Going through the presidential search was interesting, having gone through two superintendent searches. The processes are similar.
3. Because your seat is elected at-large, you campaigned throughout the state. As you talked with voters, did you detect differences in how CU is viewed among different populations across Colorado?
It was fortunate for me to run statewide. At CIRES, we’ve done a lot of outreach across the state. We had community college students come do research on our campus, and I’ve done professional development for teachers across the state. I’m aware of the challenges that teachers and students face, particularly in rural communities.
When I talk to voters, the cost of tuition is always the number one question. When I was out in rural areas, I talked a lot about the value a CU education will bring to rural students. We’d have conversations about how we can meet their needs.
I also talked about partnerships. I met almost every higher education president across the state. CU Boulder has successful partnerships with Colorado Mesa University in Grand Junction and Western Colorado University in Gunnison. There’s a lot of interest in doing more of those. Let’s face it: Higher education is not funded very well in this state. If we can leverage each other’s strengths and stretch dollars, that’s a plus for CU and all higher education across the state.
4. Last summer, you took part in your first Board of Regents retreat, where participants were asked to wear a favorite T-shirt. What was your major takeaway from that experience?
I liked that we dug into a big issue that President Mark Kennedy has thought about a lot, which is the fact that higher education is going to be changing drastically in the next 10 to 15 years. The number of high schoolers is decreasing. Artificial intelligence is increasing, so by 2030, a huge amount of jobs will be done by AI. Places like Google are telling workers, “You don’t need to go to college. We’ll train you.”
Mark has thought a lot about those trends. I was happy to hear he does understand this, and that these are the sorts of things we’re going to be talking about at board meetings. We’ve really started the conversation of how CU is going to survive as a system in such a landscape of higher education.
The T-shirt I wore has a bell jar with a brain wearing sunglasses inside. It says, “Science Fair – As Cool as Zero Degrees Kelvin.” I quizzed the others, and a lot of them knew Kelvin is absolute zero. Of course, I gave them a hint about my T-shirt before the retreat, which helped!
5. During your campaign, you also talked about bringing a voice and perspective of a faculty member to the board. How have you been able to do that thus far? What is the role of a regent in interacting with faculty and staff members across the CU system?
Having that understanding of the role of the faculty, be it teaching or research, brings a lot to the table. Most of the others don’t have that background. I listened to the voices of the faculty when we were going through the presidential hiring process.
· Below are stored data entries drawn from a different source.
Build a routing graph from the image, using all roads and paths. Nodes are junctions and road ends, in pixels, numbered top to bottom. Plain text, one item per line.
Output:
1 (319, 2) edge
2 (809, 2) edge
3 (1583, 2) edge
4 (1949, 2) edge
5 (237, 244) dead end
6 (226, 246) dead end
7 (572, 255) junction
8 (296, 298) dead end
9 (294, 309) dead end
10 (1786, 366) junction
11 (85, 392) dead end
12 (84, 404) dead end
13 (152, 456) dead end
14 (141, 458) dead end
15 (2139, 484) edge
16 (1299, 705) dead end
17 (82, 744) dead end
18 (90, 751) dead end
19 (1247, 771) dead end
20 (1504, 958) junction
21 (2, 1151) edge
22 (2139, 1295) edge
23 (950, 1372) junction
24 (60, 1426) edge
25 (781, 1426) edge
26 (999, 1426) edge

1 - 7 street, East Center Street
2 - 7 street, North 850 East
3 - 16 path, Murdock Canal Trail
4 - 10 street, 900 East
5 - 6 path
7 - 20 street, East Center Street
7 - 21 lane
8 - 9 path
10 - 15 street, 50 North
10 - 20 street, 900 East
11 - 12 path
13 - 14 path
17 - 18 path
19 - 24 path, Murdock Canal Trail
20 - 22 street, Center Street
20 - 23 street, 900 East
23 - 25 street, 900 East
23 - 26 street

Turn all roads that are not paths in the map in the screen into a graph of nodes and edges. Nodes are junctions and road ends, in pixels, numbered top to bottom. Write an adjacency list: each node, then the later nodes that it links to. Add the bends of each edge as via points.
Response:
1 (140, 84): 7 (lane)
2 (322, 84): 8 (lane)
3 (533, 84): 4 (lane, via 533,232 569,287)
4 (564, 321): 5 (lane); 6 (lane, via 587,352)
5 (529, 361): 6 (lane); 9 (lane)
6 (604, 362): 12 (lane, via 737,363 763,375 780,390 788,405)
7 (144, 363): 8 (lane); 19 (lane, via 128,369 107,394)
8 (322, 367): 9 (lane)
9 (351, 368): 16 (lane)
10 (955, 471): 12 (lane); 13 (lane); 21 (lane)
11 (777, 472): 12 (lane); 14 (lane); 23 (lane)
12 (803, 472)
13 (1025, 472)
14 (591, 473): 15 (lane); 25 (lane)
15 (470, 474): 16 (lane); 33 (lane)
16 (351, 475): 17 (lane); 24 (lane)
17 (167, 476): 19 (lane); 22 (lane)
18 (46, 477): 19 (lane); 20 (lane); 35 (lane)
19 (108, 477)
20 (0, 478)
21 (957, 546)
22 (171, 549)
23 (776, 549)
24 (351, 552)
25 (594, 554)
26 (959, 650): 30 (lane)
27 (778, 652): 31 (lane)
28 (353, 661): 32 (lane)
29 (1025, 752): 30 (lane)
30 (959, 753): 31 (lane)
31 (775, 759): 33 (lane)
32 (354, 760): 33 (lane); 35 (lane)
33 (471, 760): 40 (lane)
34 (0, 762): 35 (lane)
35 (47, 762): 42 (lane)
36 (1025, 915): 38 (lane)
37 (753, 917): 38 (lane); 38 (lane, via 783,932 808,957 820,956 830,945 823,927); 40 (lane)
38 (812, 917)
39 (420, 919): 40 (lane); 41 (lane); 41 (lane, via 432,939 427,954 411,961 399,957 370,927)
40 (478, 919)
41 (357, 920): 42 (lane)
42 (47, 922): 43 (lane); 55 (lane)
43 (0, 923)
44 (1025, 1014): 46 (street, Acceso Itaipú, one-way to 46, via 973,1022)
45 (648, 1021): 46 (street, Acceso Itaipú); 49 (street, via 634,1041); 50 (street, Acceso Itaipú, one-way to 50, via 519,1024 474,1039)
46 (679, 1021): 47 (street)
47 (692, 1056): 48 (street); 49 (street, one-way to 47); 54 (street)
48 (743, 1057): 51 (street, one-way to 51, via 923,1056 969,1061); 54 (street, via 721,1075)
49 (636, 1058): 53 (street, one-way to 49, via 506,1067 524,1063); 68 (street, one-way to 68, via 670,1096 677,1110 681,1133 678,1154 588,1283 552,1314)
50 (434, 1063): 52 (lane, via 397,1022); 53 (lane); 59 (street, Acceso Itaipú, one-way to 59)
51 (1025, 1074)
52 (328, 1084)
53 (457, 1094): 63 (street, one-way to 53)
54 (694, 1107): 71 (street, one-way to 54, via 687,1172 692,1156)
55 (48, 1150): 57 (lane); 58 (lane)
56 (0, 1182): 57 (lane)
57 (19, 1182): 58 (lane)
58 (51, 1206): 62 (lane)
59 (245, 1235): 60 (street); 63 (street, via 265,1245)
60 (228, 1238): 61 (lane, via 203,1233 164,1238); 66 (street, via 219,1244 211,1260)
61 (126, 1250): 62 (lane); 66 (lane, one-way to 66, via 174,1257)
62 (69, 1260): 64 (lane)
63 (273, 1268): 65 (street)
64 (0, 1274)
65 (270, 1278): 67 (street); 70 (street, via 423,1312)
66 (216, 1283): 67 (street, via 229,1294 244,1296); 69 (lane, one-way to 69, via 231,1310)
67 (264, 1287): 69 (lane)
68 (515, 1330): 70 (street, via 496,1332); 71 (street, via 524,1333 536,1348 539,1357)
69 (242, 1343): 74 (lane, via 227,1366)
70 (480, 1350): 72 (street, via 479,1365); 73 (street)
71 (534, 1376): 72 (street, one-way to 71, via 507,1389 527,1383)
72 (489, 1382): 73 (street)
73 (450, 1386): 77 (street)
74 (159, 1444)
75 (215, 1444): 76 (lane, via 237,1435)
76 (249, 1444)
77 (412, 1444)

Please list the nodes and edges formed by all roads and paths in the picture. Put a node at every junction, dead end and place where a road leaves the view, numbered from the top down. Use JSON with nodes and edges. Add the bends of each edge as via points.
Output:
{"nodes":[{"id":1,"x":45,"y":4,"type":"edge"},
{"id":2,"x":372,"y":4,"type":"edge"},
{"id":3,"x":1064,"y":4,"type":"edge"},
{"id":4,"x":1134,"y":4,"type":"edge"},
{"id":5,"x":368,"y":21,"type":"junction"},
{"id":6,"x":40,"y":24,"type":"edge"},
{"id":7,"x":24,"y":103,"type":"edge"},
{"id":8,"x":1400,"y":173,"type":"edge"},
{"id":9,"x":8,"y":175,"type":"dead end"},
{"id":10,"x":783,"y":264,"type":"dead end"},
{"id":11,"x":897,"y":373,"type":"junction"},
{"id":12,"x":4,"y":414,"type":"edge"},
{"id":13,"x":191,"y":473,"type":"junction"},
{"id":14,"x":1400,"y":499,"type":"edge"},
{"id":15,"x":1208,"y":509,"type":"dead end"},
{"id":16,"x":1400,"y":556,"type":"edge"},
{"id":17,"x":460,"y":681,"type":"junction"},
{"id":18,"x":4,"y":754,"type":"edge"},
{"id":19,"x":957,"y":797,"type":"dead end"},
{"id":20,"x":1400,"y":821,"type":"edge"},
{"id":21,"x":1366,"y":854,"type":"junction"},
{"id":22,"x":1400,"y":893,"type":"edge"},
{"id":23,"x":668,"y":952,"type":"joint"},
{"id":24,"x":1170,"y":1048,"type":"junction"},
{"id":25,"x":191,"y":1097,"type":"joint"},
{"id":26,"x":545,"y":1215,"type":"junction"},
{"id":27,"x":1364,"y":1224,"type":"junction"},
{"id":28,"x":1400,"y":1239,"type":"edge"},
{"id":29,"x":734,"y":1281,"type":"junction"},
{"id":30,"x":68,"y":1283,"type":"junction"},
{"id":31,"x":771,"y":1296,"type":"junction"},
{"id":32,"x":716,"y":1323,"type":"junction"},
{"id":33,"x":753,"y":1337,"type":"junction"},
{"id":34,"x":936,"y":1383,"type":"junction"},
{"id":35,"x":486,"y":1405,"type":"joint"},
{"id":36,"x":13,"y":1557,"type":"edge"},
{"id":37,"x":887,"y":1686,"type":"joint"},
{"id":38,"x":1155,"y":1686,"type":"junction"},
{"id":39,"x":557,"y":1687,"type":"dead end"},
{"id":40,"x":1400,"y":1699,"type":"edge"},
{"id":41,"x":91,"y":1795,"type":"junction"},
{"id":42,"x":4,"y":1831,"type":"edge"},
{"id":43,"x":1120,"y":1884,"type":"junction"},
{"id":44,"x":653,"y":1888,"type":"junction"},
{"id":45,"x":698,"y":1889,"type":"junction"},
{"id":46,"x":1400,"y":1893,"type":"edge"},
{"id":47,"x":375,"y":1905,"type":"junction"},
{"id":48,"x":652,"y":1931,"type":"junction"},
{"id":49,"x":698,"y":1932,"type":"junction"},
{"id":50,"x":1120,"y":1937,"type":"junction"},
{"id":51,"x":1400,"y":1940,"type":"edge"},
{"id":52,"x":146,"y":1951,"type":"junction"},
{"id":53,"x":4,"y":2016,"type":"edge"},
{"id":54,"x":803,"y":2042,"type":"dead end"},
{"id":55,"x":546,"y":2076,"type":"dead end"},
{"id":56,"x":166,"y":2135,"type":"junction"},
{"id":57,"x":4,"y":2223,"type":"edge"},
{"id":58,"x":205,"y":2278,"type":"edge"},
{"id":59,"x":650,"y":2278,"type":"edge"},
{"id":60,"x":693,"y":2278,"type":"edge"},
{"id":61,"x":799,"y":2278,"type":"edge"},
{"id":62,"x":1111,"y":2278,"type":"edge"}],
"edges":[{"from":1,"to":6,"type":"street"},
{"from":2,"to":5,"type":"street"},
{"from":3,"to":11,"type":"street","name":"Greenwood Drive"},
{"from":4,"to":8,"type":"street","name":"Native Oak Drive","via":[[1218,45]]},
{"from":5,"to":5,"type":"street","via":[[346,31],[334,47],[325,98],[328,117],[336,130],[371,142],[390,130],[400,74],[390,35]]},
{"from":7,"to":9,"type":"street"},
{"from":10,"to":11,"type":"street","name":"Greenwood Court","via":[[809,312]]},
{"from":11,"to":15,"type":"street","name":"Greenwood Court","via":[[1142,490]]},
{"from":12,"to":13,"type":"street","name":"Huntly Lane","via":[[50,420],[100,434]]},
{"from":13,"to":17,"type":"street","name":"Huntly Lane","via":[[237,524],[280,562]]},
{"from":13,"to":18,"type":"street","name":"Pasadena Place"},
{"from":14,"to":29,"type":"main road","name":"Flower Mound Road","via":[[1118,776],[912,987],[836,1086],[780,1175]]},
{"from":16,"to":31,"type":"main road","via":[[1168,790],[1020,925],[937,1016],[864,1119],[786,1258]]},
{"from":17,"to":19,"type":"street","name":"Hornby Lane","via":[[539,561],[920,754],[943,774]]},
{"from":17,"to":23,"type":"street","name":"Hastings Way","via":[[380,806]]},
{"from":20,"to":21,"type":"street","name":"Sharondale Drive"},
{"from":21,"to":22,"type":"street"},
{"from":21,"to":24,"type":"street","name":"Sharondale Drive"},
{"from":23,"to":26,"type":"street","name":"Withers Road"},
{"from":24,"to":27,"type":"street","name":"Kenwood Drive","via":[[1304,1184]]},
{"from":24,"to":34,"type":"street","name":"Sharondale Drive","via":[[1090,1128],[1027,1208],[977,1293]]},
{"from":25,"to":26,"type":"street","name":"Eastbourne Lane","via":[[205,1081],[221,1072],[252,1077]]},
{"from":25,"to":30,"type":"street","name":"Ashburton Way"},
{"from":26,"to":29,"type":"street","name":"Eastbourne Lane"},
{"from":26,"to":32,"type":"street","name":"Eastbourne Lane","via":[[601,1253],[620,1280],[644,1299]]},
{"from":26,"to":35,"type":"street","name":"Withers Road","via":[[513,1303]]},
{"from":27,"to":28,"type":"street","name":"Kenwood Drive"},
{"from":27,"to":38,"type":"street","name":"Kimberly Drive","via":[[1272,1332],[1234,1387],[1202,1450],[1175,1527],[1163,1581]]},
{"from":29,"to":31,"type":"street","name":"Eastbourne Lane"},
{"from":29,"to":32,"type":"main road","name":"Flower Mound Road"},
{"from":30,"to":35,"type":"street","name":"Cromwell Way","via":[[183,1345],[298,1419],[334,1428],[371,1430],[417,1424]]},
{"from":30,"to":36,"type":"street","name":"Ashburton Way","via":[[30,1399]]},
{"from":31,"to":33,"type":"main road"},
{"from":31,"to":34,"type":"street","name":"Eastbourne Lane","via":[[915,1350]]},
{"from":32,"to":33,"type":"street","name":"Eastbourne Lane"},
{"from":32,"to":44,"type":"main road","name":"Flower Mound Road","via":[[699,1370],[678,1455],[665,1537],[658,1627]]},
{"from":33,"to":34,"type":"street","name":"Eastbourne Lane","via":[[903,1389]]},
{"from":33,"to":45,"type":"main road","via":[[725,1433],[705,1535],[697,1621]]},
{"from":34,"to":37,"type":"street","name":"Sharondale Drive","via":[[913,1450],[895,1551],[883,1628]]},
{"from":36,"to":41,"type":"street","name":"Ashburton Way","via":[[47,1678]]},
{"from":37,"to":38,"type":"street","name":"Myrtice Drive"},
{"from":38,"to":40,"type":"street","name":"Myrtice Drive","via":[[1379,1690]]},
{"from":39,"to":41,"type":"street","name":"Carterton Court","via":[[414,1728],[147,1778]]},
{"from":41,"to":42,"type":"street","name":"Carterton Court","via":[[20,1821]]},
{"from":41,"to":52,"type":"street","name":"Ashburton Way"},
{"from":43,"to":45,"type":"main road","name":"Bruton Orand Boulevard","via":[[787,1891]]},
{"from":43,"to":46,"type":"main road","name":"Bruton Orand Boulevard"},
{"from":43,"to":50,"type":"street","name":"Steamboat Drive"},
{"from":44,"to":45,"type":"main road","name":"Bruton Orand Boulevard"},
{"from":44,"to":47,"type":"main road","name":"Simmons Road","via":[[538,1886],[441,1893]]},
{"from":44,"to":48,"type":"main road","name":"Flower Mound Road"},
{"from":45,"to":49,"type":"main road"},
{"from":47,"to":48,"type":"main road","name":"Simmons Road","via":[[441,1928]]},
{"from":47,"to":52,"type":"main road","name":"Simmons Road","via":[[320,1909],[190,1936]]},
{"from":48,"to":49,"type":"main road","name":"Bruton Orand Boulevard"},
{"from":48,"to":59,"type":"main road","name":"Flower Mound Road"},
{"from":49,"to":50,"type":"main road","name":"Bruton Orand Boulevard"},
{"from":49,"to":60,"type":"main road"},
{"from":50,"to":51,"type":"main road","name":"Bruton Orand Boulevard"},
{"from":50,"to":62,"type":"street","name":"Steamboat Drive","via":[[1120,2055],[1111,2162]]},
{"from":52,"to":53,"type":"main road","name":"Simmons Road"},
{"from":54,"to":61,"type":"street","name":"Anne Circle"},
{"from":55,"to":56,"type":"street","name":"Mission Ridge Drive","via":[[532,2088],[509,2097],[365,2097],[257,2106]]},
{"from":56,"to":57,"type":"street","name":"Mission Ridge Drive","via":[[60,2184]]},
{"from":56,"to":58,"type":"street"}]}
I still have some very strong connections on the CU Boulder campus, so it’s nice to be able to get back to the campus and be at various events. People are all so curious about how I’m finding it. Most scientists and academics don’t go into political roles. I always say parts of it are fun, parts of it are interesting and parts of it are frustrating – just like when we’re doing research.
I go back to the importance of understanding the role of a governing board. At the Boulder Valley School District, we had a retreat every year and we set out the norms: What’s our role versus the role of the superintendent?
I do understand our role as regents is to oversee the president and the budget, to set policies and make sure we’re following policies. I’m really interested in getting a systemwide sustainability policy. I have met with sustainability officers on the campuses to get a sense of what’s going on. (Click here to learn about a panel discussion on sustainability organized by Smith.)
I would hope I can still reach out to faculty and staff when I have questions of interest to me. That’s what an academic does – we dig into things. That’s how my mind works.